● The task
Start at the line in the entries below that contains "display:grid; place-items:center; height:155px;", stop at the line that contains "width:90px; height:90px; fill:#fffc;", and output exactly the lines in that span, both ends included.
- Opening Delimiter -
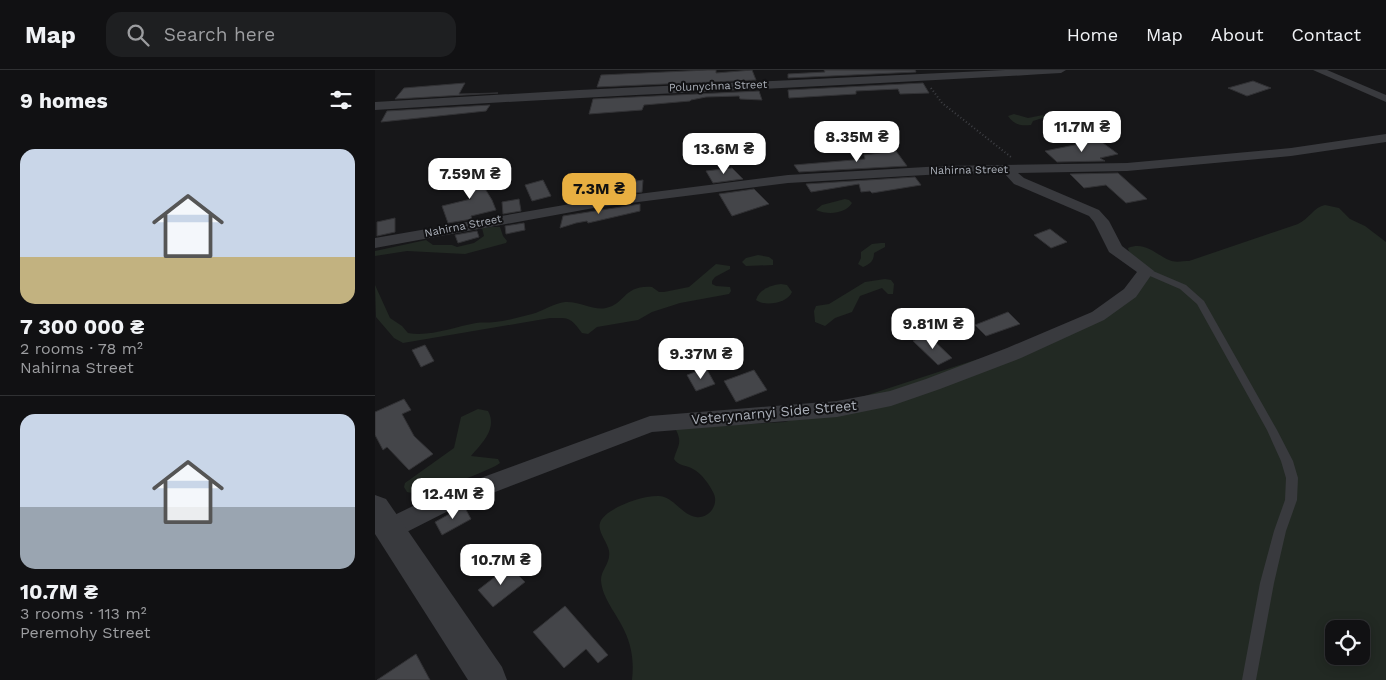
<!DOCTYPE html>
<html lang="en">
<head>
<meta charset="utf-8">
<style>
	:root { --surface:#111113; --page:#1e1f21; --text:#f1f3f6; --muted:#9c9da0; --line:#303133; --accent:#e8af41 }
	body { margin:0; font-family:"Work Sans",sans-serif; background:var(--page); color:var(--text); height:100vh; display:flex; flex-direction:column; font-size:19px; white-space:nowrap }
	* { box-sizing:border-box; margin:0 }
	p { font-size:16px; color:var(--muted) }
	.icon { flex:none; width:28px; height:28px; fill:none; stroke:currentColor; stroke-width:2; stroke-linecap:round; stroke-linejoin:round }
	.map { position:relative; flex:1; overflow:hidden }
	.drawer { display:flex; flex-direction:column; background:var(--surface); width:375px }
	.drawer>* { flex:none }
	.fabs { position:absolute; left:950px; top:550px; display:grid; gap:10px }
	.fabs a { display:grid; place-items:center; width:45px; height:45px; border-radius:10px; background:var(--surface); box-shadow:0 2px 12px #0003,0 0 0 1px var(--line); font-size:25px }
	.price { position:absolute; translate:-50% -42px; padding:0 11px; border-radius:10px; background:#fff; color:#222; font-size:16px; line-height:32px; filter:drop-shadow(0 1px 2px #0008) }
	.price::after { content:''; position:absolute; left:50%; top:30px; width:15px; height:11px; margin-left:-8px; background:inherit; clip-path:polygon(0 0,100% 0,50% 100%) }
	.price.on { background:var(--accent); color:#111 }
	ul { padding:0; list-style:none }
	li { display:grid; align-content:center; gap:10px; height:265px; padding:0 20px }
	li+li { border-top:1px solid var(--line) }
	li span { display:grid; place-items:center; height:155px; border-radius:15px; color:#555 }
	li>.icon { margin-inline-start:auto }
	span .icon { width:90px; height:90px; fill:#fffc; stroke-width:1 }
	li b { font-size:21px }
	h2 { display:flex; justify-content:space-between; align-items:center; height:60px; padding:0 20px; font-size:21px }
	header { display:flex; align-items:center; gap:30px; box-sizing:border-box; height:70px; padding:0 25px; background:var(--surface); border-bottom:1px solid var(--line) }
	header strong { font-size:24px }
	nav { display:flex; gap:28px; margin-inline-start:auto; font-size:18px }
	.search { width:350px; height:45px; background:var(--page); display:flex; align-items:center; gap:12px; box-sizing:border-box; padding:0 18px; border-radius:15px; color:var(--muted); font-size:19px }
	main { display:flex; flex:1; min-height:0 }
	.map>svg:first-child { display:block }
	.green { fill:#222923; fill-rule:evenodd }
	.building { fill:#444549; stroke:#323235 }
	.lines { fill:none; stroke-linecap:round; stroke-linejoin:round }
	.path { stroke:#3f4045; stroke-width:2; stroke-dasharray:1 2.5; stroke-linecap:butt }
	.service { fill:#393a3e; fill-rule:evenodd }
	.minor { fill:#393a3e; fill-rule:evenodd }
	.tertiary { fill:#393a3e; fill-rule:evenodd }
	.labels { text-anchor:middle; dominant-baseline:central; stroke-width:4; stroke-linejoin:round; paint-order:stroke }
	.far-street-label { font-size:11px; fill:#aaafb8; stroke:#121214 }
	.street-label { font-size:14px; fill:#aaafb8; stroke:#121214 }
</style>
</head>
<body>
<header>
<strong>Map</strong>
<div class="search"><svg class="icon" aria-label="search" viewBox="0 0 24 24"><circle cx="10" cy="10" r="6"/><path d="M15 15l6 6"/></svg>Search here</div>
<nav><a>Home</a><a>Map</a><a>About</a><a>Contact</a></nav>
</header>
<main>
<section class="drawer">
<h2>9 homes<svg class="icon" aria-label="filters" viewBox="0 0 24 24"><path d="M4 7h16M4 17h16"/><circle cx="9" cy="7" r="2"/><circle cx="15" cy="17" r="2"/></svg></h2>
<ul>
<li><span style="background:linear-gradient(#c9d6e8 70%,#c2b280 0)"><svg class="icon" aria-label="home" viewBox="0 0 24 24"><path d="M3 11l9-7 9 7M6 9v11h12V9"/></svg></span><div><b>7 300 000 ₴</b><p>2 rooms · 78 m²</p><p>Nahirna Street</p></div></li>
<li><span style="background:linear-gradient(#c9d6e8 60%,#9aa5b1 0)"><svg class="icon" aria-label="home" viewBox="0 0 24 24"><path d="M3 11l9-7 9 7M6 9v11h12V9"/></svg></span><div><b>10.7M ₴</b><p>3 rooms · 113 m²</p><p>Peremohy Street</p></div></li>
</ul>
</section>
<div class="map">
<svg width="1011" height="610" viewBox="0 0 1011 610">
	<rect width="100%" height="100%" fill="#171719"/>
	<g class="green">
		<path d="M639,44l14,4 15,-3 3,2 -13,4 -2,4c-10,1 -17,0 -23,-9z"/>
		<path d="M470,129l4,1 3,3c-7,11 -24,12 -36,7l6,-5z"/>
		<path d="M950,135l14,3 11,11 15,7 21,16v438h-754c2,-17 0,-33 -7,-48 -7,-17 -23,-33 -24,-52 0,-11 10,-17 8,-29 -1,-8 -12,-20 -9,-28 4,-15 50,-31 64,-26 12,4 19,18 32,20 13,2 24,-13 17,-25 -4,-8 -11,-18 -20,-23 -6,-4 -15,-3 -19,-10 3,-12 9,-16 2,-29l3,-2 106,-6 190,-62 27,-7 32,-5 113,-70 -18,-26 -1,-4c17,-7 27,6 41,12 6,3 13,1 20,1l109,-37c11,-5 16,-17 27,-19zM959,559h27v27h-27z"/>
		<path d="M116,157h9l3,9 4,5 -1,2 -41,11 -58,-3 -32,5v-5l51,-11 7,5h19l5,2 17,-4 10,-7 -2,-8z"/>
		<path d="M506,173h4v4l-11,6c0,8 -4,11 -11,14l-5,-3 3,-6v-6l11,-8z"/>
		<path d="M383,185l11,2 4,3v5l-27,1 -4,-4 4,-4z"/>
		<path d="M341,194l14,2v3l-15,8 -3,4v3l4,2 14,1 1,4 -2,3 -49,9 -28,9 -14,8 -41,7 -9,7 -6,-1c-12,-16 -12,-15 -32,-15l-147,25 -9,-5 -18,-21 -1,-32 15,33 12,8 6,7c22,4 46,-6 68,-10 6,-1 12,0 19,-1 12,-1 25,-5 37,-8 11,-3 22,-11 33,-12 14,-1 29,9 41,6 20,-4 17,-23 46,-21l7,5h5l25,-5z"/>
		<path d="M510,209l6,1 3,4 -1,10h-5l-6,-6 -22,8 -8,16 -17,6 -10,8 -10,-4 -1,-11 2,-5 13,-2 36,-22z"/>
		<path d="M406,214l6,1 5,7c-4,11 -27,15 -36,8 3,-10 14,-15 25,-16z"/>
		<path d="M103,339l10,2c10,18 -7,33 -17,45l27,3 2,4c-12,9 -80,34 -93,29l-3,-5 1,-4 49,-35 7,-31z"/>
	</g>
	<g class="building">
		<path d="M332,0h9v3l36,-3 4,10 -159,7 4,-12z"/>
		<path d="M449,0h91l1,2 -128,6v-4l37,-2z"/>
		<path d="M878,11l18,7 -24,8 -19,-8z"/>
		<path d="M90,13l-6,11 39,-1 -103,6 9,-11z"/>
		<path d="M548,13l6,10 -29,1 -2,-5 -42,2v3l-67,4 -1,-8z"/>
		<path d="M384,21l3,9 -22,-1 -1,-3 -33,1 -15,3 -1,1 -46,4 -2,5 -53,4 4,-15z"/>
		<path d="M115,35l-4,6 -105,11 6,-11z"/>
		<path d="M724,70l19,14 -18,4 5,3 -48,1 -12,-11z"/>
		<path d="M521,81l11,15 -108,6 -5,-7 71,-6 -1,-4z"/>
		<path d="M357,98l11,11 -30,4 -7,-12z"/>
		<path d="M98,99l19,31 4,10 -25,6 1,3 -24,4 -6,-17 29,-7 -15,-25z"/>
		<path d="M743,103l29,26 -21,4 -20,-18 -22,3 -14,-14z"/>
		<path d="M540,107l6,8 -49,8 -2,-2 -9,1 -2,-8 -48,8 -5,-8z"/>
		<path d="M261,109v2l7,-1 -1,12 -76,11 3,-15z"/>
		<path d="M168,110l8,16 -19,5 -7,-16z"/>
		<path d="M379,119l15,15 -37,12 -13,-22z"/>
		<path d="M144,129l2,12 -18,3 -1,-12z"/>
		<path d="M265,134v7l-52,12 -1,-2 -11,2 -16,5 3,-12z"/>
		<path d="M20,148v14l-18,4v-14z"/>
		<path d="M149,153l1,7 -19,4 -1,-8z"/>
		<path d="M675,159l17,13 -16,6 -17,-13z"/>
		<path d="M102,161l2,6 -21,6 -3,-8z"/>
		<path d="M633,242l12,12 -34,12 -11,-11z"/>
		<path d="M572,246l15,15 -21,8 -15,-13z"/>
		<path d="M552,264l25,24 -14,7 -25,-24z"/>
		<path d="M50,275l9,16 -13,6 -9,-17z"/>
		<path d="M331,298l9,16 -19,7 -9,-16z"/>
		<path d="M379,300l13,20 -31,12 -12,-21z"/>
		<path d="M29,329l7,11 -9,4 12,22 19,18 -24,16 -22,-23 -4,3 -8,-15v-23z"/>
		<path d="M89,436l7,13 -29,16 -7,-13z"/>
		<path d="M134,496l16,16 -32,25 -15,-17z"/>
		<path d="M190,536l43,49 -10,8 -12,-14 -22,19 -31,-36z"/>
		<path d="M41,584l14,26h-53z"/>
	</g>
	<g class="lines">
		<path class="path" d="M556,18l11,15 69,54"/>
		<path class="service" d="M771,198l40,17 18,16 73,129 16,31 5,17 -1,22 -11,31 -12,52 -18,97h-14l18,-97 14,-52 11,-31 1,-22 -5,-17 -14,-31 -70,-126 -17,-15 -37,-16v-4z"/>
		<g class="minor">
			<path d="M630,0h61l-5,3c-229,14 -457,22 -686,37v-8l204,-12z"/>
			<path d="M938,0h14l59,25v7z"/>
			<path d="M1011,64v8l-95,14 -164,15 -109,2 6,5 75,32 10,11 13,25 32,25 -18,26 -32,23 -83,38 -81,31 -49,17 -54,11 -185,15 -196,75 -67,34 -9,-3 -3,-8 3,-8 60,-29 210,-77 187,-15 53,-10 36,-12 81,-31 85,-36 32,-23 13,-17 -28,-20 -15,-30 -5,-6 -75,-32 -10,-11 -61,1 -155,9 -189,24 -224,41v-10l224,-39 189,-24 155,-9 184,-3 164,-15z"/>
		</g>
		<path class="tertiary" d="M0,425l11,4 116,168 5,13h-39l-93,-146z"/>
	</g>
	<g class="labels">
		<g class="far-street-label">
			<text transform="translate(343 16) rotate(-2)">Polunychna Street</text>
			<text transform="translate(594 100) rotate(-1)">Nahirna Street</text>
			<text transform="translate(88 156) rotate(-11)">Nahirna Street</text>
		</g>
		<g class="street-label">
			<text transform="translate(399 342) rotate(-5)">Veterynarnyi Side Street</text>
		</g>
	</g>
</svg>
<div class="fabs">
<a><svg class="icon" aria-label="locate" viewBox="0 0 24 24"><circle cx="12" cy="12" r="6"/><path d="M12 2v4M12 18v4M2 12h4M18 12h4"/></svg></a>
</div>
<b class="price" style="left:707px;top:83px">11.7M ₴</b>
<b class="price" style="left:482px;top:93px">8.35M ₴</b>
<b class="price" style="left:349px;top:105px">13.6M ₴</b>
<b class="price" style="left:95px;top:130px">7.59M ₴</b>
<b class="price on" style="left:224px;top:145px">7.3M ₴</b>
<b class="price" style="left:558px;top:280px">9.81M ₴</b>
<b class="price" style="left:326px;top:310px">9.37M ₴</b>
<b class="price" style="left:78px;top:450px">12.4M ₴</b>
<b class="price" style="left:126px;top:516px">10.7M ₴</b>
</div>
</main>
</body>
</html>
- Closing Delimiter -
● Solution
	li span { display:grid; place-items:center; height:155px; border-radius:15px; color:#555 }
	li>.icon { margin-inline-start:auto }
	span .icon { width:90px; height:90px; fill:#fffc; stroke-width:1 }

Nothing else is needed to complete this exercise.